This is the mail archive of the gcc-patches@gcc.gnu.org mailing list for the GCC project.


Index Nav: [Date Index] [Subject Index] [Author Index] [Thread Index]
Message Nav: [Date Prev] [Date Next] [Thread Prev] [Thread Next]
Other format: [Raw text]

Re: [ARM] PR 67591 ARM v8 Thumb IT blocks are deprecated


On 13 September 2017 at 18:33, Kyrill  Tkachov
<kyrylo.tkachov@foss.arm.com> wrote:
> Hi Christophe,
>
>
> On 13/09/17 16:23, Christophe Lyon wrote:
>>
>> Hi,
>>
>> On 12 October 2016 at 11:22, Christophe Lyon <christophe.lyon@linaro.org>
>> wrote:
>>>
>>> On 12 October 2016 at 11:14, Kyrill Tkachov <kyrylo.tkachov@foss.arm.com>
>>> wrote:
>>>>
>>>> On 12/10/16 09:59, Christophe Lyon wrote:
>>>>>
>>>>> Hi Kyrill,
>>>>>
>>>>> On 7 October 2016 at 17:00, Kyrill Tkachov
>>>>> <kyrylo.tkachov@foss.arm.com>
>>>>> wrote:
>>>>>>
>>>>>> Hi Christophe,
>>>>>>
>>>>>>
>>>>>> On 07/09/16 21:05, Christophe Lyon wrote:
>>>>>>>
>>>>>>> Hi,
>>>>>>>
>>>>>>> The attached patch is a first part to solve PR 67591: it removes
>>>>>>> several occurrences of "IT blocks containing 32-bit Thumb
>>>>>>> instructions are deprecated in ARMv8" messages in the
>>>>>>> gcc/g++/libstdc++/fortran testsuites.
>>>>>>>
>>>>>>> It does not remove them all yet.
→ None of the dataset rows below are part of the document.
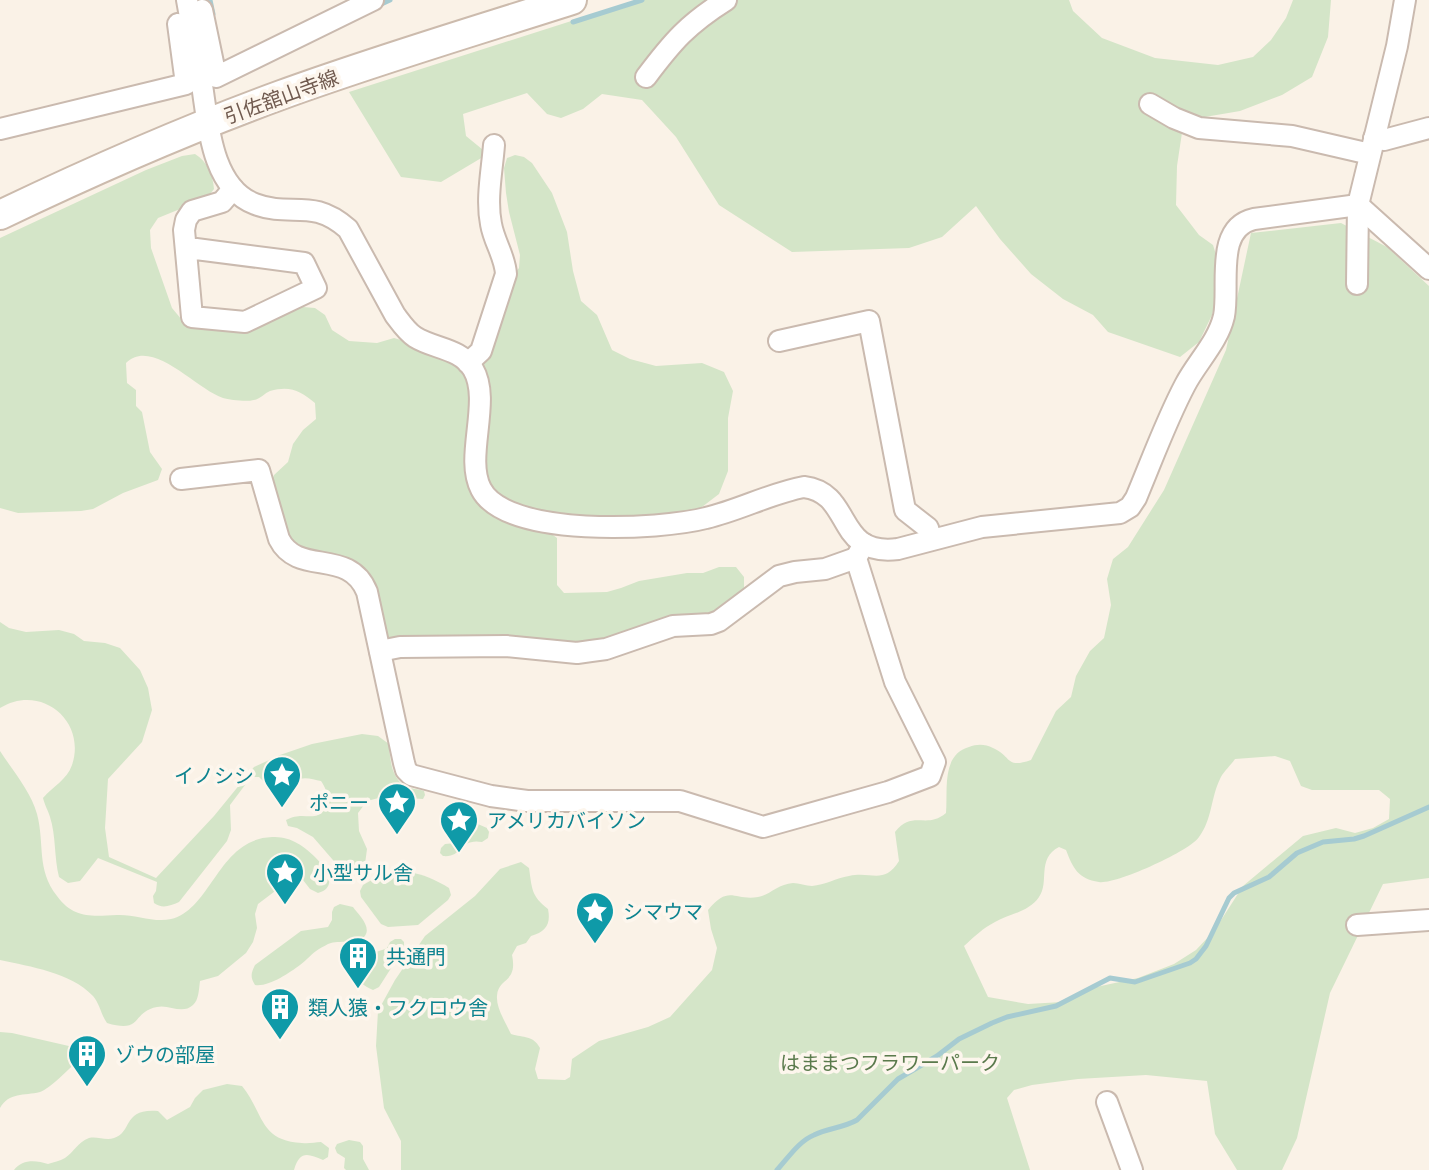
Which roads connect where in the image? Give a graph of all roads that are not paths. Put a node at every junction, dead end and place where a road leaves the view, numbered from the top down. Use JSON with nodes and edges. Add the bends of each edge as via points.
{"nodes":[{"id":1,"x":174,"y":0,"type":"edge"},
{"id":2,"x":187,"y":0,"type":"edge"},
{"id":3,"x":200,"y":0,"type":"edge"},
{"id":4,"x":373,"y":0,"type":"edge"},
{"id":5,"x":572,"y":0,"type":"edge"},
{"id":6,"x":726,"y":0,"type":"edge"},
{"id":7,"x":1405,"y":0,"type":"edge"},
{"id":8,"x":646,"y":77,"type":"dead end"},
{"id":9,"x":1150,"y":104,"type":"dead end"},
{"id":10,"x":207,"y":123,"type":"junction"},
{"id":11,"x":1429,"y":128,"type":"edge"},
{"id":12,"x":0,"y":129,"type":"edge"},
{"id":13,"x":494,"y":145,"type":"dead end"},
{"id":14,"x":1372,"y":146,"type":"junction"},
{"id":15,"x":233,"y":189,"type":"junction"},
{"id":16,"x":1358,"y":205,"type":"junction"},
{"id":17,"x":0,"y":215,"type":"edge"},
{"id":18,"x":186,"y":250,"type":"junction"},
{"id":19,"x":1429,"y":269,"type":"edge"},
{"id":20,"x":1357,"y":284,"type":"dead end"},
{"id":21,"x":779,"y":341,"type":"dead end"},
{"id":22,"x":468,"y":363,"type":"junction"},
{"id":23,"x":181,"y":479,"type":"dead end"},
{"id":24,"x":931,"y":539,"type":"junction"},
{"id":25,"x":860,"y":551,"type":"junction"},
{"id":26,"x":380,"y":651,"type":"junction"},
{"id":27,"x":1429,"y":920,"type":"edge"},
{"id":28,"x":1357,"y":925,"type":"dead end"},
{"id":29,"x":1107,"y":1102,"type":"dead end"},
{"id":30,"x":1132,"y":1170,"type":"edge"}],
"edges":[{"from":1,"to":12,"type":"street","via":[[186,84]]},
{"from":2,"to":10,"type":"street"},
{"from":3,"to":4,"type":"street","via":[[216,77]]},
{"from":5,"to":10,"type":"main road","name":"引佐舘山寺線"},
{"from":6,"to":8,"type":"street","via":[[680,33]]},
{"from":7,"to":14,"type":"street"},
{"from":9,"to":14,"type":"street","via":[[1199,128]]},
{"from":10,"to":15,"type":"street"},
{"from":10,"to":17,"type":"main road","name":"引佐舘山寺線"},
{"from":11,"to":14,"type":"street"},
{"from":13,"to":22,"type":"street","via":[[489,214],[506,274],[481,351]]},
{"from":14,"to":16,"type":"street"},
{"from":15,"to":18,"type":"street","via":[[222,202],[192,211],[184,230]]},
{"from":15,"to":22,"type":"street","via":[[256,205],[336,218],[348,229],[404,328]]},
{"from":16,"to":19,"type":"street"},
{"from":16,"to":20,"type":"street"},
{"from":16,"to":24,"type":"street","via":[[1240,224],[1227,246],[1220,328],[1182,389],[1130,507],[1109,515],[996,525]]},
{"from":18,"to":18,"type":"street","via":[[192,317],[245,322],[316,288],[304,263]]},
{"from":21,"to":24,"type":"street","via":[[869,321],[905,510],[928,528]]},
{"from":22,"to":25,"type":"street","via":[[479,395],[477,480],[489,501],[500,508],[558,524],[667,525],[815,488],[832,500]]},
{"from":23,"to":26,"type":"street","via":[[259,470],[283,547],[298,557],[342,567],[362,581]]},
{"from":24,"to":25,"type":"street","via":[[898,549]]},
{"from":25,"to":26,"type":"street","via":[[825,569],[779,576],[719,621],[673,626],[606,649],[577,653],[476,646]]},
{"from":25,"to":26,"type":"street","via":[[895,682],[935,762],[930,776],[888,792],[763,827],[680,801],[527,801],[411,775]]},
{"from":27,"to":28,"type":"street"},
{"from":29,"to":30,"type":"street"}]}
This patch only modifies the
>>>>>>> *cmp_and, *cmp_ior, *ior_scc_scc, *ior_scc_scc_cmp,
>>>>>>> *and_scc_scc and *and_scc_scc_cmp patterns.
>>>>>>> Additional work is required in sub_shiftsi etc, at least.
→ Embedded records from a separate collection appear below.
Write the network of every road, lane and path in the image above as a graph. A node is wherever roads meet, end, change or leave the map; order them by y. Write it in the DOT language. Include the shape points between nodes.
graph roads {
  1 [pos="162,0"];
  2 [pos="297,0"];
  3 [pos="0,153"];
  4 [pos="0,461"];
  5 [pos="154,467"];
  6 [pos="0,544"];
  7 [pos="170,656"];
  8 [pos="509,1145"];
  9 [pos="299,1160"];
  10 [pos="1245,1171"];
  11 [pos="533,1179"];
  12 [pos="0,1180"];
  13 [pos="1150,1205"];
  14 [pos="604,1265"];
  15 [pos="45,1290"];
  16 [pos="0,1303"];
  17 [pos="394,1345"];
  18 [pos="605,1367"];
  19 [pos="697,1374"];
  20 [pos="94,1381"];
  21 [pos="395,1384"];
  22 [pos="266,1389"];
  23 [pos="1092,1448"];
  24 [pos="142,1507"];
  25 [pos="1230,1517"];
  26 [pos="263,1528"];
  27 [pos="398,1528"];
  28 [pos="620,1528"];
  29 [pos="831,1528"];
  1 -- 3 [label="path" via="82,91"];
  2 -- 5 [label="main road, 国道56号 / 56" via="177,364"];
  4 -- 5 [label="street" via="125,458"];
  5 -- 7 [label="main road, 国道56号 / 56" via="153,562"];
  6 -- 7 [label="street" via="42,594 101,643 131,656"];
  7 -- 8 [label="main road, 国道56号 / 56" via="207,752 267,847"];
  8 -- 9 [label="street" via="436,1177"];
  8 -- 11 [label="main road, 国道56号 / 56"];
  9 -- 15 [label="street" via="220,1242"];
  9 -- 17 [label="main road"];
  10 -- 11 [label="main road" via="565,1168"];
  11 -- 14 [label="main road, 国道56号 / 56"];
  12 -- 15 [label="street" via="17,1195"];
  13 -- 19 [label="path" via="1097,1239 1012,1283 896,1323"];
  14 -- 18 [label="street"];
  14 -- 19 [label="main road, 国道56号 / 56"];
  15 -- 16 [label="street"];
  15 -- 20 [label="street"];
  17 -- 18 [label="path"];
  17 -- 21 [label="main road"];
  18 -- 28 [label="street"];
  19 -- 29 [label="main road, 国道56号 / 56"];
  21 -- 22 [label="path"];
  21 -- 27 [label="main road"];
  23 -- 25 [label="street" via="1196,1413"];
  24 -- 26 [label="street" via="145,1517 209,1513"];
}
>>>>>>> I've started looking at these, but I decided I could already
>>>>>>> post this self-contained patch to check if this implementation
>>>>>>> is OK.
>>>>>>>
>>>>>>> Regarding *cmp_and and *cmp_ior patterns, the addition of the
>>>>>>> enabled_for_depr_it attribute is aggressive in the sense that it
>>>>>>> keeps
>>>>>>> only the alternatives with 'l' and 'Py' constraints, while in some
>>>>>>> cases the constraints could be relaxed. Indeed, these 2 patterns can
>>>>>>> swap their input comparisons, meaning that any of them can be emitted
>>>>>>> in the IT-block, and is thus subject to the ARMv8 deprecation.
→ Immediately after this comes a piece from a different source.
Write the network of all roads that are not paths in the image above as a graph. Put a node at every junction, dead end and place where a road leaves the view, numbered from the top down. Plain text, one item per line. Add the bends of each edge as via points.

>>>>>>> The generated code is possibly suboptimal in the cases where the
>>>>>>> operands are not swapped, since 'r' could be used.
>>>>>>>
>>>>>>> Cross-tested on arm-none-linux-gnueabihf with -mthumb/-march=armv8-a
>>>>>>> and --with-cpu=cortex-a57 --with-mode=thumb, showing only
>>>>>>> improvements:
>>>>>>>
>>>>>>>
>>>>>>>
>>>>>>> http://people.linaro.org/~christophe.lyon/cross-validation/gcc-test-patches/239850-depr-it-4/report-build-info.html
>>>>>>>
>>>>>>> Bootstrapped OK on armv8l HW.
>>>>>>>
>>>>>>> Is this OK?
>>>>>>>
>>>>>>> Thanks,
>>>>>>>
>>>>>>> Christophe
>>>>>>
>>>>>>
>>>>>>    (define_insn_and_split "*ior_scc_scc"
>>>>>> -  [(set (match_operand:SI 0 "s_register_operand" "=Ts")
>>>>>> +  [(set (match_operand:SI 0 "s_register_operand" "=Ts,Ts")
>>>>>>           (ior:SI (match_operator:SI 3 "arm_comparison_operator"
>>>>>> -                [(match_operand:SI 1 "s_register_operand" "r")
>>>>>> -                 (match_operand:SI 2 "arm_add_operand" "rIL")])
>>>>>> +                [(match_operand:SI 1 "s_register_operand" "r,l")
>>>>>> +                 (match_operand:SI 2 "arm_add_operand" "rIL,lPy")])
>>>>>>                   (match_operator:SI 6 "arm_comparison_operator"
>>>>>> -                [(match_operand:SI 4 "s_register_operand" "r")
>>>>>> -                 (match_operand:SI 5 "arm_add_operand" "rIL")])))
>>>>>> +                [(match_operand:SI 4 "s_register_operand" "r,l")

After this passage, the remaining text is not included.